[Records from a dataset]

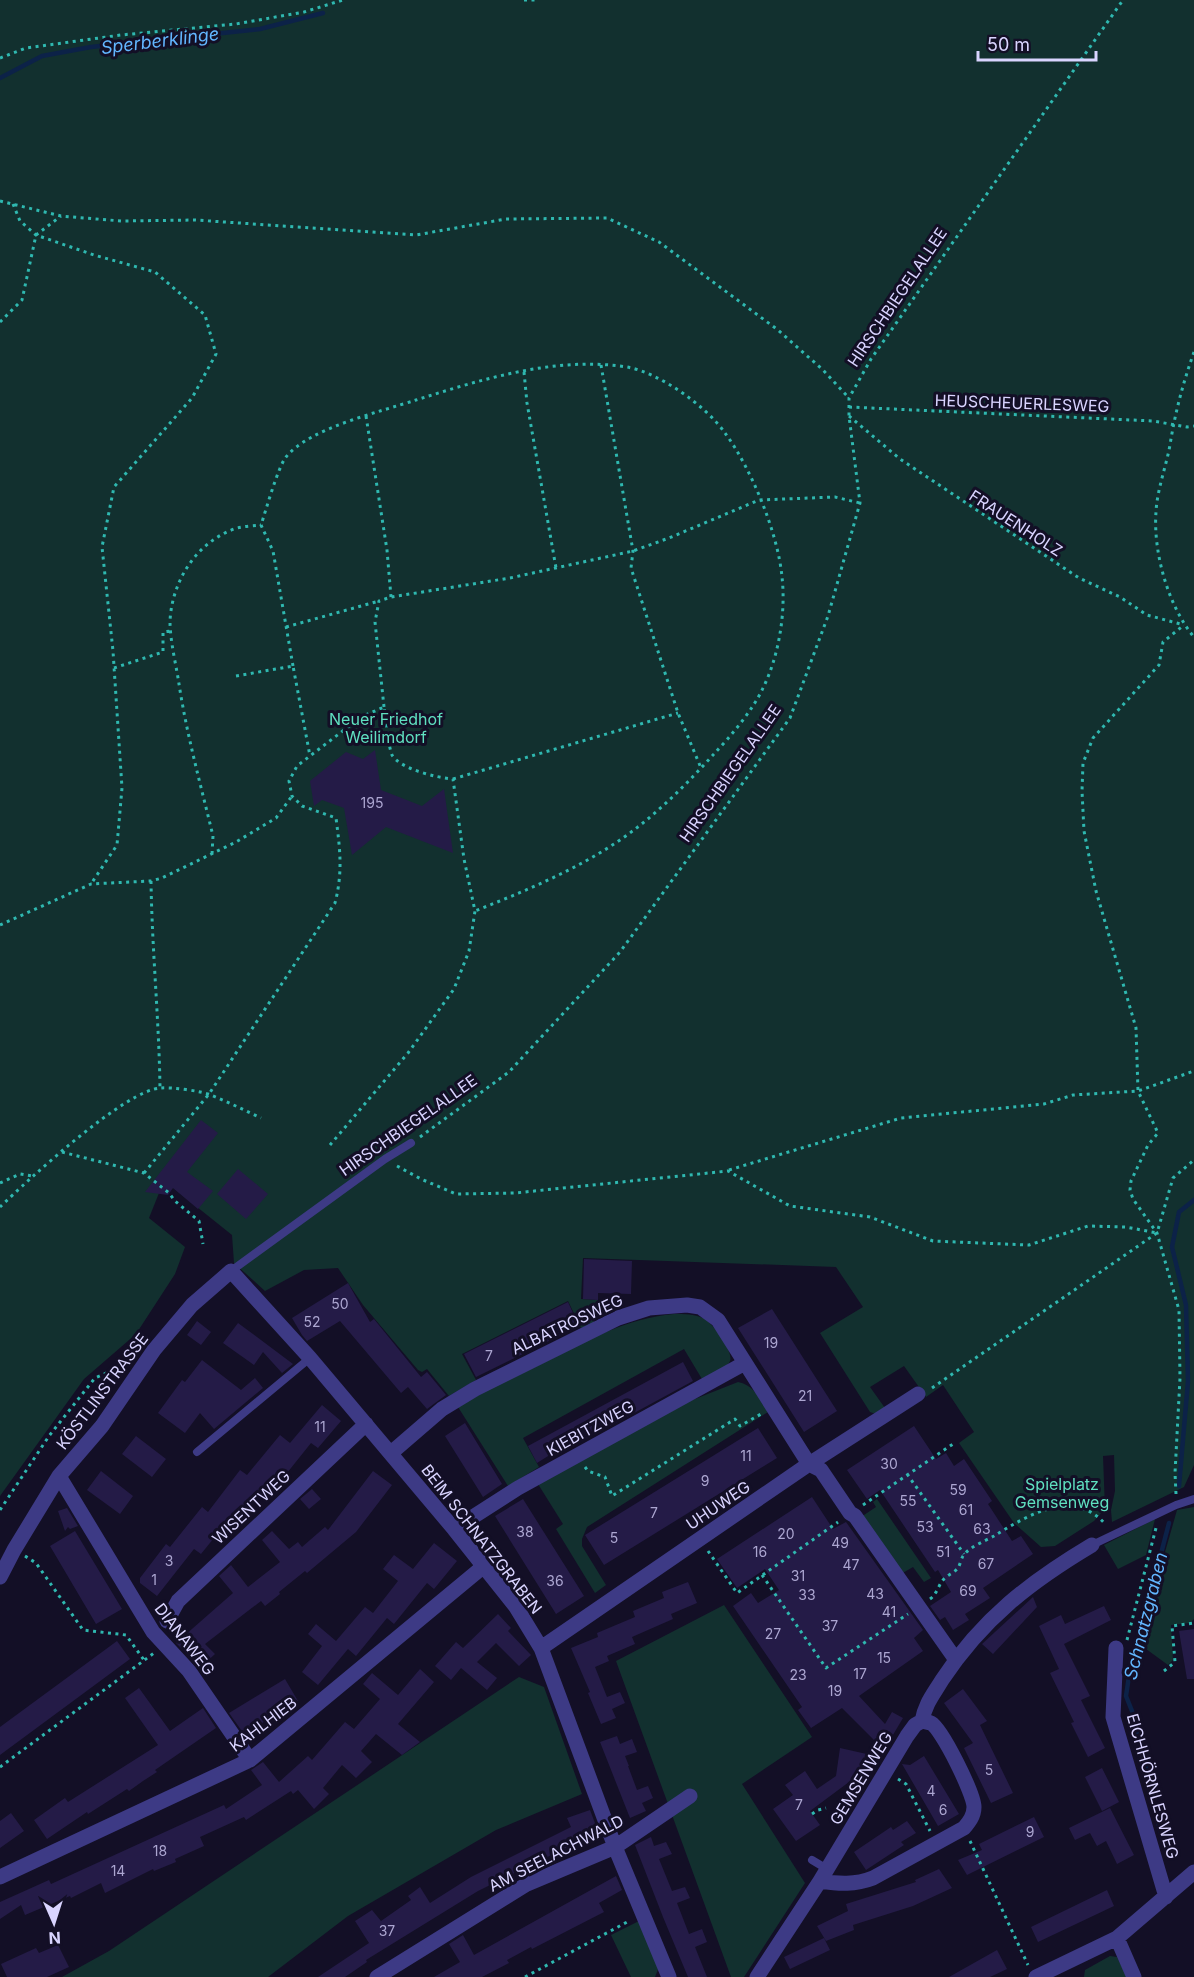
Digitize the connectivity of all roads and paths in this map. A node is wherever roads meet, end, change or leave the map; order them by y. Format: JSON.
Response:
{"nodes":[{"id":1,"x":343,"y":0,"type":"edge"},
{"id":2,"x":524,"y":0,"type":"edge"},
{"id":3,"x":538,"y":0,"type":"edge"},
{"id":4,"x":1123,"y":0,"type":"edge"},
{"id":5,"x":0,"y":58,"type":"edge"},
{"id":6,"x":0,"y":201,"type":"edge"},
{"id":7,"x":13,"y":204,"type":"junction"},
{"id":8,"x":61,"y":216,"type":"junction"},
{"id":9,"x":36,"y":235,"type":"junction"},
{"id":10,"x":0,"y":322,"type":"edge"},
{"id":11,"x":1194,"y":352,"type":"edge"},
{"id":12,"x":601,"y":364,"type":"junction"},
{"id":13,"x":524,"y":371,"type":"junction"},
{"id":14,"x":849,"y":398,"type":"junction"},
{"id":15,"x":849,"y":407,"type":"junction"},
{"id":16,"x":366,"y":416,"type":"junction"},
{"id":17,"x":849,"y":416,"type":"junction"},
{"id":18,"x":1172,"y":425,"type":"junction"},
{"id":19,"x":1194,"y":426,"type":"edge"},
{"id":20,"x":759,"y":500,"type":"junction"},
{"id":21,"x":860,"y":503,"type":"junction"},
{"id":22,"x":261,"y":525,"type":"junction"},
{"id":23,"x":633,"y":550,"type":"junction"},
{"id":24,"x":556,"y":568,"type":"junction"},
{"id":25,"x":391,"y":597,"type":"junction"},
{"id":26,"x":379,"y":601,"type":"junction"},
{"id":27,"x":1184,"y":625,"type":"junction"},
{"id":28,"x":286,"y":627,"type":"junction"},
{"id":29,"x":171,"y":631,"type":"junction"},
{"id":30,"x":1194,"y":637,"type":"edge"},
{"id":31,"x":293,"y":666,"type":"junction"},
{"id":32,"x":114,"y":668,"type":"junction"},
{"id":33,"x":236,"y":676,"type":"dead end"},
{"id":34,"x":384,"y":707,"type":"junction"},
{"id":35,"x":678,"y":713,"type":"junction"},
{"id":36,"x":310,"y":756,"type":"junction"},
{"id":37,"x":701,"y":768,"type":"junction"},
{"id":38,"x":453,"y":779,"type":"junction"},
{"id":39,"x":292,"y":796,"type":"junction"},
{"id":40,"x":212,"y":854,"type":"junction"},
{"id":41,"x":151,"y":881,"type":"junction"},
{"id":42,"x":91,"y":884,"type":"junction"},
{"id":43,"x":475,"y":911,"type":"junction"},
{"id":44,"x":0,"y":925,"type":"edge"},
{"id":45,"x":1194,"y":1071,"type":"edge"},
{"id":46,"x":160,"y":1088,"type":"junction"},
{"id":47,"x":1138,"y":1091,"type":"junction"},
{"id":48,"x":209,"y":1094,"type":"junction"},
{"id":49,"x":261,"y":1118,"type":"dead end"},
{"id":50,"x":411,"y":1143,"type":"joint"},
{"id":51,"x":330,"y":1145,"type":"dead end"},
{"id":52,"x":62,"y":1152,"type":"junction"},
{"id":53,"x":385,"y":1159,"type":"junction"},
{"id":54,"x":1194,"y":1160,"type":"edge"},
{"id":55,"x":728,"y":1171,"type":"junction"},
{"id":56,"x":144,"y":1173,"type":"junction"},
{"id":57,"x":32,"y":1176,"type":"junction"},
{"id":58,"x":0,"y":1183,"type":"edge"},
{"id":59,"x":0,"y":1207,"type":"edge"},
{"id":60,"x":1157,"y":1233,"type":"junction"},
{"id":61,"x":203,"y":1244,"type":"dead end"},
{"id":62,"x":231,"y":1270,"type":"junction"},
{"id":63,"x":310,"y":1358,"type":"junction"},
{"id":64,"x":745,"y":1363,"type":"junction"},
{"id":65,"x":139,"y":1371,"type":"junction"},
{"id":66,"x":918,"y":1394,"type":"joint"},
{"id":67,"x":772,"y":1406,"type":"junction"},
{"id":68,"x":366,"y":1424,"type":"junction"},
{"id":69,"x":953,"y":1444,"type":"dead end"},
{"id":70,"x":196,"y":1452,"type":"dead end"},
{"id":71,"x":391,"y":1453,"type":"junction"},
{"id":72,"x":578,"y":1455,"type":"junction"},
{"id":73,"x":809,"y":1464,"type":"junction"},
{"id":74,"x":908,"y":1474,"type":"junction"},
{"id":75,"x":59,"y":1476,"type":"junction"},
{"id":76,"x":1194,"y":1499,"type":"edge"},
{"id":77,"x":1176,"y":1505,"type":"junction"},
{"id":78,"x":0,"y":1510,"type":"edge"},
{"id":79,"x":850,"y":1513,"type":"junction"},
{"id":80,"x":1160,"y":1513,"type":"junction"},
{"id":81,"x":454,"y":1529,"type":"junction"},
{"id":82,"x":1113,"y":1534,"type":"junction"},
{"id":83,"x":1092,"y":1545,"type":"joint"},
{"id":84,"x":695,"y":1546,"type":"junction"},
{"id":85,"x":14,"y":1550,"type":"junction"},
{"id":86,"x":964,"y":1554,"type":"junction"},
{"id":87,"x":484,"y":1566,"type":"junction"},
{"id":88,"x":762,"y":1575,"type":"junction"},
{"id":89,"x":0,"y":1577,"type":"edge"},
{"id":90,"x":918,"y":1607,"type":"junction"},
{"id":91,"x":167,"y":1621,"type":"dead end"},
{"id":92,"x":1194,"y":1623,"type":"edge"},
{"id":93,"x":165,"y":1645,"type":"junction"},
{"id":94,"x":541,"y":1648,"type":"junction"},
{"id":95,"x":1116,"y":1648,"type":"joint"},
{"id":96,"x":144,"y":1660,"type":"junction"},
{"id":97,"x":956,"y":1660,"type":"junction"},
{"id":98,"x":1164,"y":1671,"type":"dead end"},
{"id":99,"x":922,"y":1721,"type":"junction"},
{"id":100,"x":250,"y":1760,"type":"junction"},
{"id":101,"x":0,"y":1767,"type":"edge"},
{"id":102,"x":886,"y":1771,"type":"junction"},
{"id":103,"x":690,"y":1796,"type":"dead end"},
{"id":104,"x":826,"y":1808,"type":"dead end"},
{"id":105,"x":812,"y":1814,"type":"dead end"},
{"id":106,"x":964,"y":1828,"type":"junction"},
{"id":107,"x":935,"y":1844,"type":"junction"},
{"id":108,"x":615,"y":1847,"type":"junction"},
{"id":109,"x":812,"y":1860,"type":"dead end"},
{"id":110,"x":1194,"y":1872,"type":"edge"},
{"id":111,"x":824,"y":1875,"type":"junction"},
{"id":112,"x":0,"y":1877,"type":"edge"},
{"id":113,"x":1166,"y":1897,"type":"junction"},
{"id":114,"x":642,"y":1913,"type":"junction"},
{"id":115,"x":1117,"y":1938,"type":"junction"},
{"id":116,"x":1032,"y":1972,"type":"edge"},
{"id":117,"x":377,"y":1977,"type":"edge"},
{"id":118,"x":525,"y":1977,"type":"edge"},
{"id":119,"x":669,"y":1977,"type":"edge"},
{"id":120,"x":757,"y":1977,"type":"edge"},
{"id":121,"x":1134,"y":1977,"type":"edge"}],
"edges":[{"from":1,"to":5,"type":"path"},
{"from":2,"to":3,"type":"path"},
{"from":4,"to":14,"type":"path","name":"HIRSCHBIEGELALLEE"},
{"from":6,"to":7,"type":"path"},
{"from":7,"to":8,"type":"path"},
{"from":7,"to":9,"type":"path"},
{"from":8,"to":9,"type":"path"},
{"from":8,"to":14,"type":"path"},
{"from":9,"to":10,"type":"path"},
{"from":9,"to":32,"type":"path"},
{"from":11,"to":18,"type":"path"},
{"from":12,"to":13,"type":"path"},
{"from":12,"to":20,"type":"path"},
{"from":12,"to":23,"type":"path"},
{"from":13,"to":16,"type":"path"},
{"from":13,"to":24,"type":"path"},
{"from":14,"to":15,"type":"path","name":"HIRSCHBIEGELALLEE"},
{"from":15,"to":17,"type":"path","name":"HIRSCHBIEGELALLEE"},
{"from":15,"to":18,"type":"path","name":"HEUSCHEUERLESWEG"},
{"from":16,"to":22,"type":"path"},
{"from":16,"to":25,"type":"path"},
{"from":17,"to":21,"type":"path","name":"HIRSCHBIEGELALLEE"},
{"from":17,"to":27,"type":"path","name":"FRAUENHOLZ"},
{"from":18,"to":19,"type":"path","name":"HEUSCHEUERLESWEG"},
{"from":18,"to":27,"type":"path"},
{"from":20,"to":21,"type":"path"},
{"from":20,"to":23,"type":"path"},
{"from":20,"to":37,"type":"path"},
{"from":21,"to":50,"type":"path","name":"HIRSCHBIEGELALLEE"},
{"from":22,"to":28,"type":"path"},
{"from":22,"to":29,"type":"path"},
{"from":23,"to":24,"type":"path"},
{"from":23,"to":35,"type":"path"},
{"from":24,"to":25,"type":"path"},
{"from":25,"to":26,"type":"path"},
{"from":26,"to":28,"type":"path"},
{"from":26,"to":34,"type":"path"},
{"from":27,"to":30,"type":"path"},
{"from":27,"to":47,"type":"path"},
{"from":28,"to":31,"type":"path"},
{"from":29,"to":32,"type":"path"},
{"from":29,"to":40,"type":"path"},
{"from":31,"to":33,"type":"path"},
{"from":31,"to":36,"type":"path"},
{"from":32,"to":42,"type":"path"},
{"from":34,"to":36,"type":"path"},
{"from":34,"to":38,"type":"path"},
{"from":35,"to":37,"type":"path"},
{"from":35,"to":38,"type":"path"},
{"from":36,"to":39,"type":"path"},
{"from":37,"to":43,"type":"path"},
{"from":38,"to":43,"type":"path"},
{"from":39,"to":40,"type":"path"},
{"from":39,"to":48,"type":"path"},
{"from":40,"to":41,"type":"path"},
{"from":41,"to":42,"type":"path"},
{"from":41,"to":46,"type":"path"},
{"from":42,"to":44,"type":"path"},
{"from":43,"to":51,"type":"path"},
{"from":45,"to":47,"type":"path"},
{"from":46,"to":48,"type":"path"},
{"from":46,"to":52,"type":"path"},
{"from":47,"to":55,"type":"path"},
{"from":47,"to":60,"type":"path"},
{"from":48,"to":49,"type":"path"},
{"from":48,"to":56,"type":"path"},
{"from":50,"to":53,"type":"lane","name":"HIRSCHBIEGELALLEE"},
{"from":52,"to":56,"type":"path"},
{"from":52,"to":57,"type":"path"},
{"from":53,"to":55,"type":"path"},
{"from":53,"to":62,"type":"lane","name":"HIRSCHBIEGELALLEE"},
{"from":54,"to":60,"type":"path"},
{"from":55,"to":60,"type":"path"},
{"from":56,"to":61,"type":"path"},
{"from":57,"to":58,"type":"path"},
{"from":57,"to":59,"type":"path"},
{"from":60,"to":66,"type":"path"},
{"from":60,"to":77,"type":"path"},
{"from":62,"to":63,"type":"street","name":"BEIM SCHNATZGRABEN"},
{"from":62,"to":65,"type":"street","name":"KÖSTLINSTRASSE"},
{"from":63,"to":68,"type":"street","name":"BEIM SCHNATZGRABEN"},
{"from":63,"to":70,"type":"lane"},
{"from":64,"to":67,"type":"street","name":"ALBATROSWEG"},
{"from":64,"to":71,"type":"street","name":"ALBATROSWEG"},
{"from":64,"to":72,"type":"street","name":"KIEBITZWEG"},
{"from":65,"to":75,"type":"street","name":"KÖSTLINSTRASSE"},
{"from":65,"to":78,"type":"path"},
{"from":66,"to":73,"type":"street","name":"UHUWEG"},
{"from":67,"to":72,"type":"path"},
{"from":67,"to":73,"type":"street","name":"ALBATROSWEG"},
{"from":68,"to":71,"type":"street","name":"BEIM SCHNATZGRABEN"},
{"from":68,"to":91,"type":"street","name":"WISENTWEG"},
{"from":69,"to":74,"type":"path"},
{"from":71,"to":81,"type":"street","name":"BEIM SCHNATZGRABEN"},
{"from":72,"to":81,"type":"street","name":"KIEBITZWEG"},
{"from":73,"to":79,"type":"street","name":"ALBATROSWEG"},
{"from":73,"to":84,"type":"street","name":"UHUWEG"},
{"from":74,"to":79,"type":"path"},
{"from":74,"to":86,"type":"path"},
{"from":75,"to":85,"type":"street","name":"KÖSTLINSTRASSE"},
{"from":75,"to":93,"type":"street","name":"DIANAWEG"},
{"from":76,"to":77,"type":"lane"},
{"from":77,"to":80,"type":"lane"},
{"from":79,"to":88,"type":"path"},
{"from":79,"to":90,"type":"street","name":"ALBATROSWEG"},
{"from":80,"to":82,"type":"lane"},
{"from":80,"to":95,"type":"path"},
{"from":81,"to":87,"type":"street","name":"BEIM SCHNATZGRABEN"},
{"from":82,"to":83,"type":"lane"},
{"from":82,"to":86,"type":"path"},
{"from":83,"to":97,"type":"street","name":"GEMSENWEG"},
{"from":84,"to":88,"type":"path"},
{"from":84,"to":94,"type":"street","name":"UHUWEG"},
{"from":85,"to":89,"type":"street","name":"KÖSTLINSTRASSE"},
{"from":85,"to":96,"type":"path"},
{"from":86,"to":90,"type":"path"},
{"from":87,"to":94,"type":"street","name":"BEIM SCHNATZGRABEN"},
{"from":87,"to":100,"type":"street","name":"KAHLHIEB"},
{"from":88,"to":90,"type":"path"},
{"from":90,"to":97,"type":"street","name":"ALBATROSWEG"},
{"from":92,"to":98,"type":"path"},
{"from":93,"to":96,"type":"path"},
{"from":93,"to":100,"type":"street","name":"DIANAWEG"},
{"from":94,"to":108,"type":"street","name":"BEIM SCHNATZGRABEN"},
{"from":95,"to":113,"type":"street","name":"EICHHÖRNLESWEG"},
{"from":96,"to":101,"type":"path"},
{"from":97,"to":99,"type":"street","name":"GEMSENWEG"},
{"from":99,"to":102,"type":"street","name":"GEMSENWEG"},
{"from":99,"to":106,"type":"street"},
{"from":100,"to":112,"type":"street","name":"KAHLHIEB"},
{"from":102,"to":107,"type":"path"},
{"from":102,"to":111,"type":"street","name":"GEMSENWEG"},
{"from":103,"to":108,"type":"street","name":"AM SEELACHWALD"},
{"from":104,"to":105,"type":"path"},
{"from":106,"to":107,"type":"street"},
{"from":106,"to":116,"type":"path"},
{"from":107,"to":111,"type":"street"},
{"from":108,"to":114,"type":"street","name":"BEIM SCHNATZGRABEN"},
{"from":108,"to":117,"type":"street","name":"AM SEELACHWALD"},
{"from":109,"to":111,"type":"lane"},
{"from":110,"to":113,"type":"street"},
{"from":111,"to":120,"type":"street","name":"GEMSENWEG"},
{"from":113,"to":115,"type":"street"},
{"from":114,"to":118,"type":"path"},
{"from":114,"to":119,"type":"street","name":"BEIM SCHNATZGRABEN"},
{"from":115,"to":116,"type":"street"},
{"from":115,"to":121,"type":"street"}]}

**Work item:** Check each line in the records above for the word "GEMSENWEG". Return those that have it.

**Solution below:**
{"from":83,"to":97,"type":"street","name":"GEMSENWEG"},
{"from":97,"to":99,"type":"street","name":"GEMSENWEG"},
{"from":99,"to":102,"type":"street","name":"GEMSENWEG"},
{"from":102,"to":111,"type":"street","name":"GEMSENWEG"},
{"from":111,"to":120,"type":"street","name":"GEMSENWEG"},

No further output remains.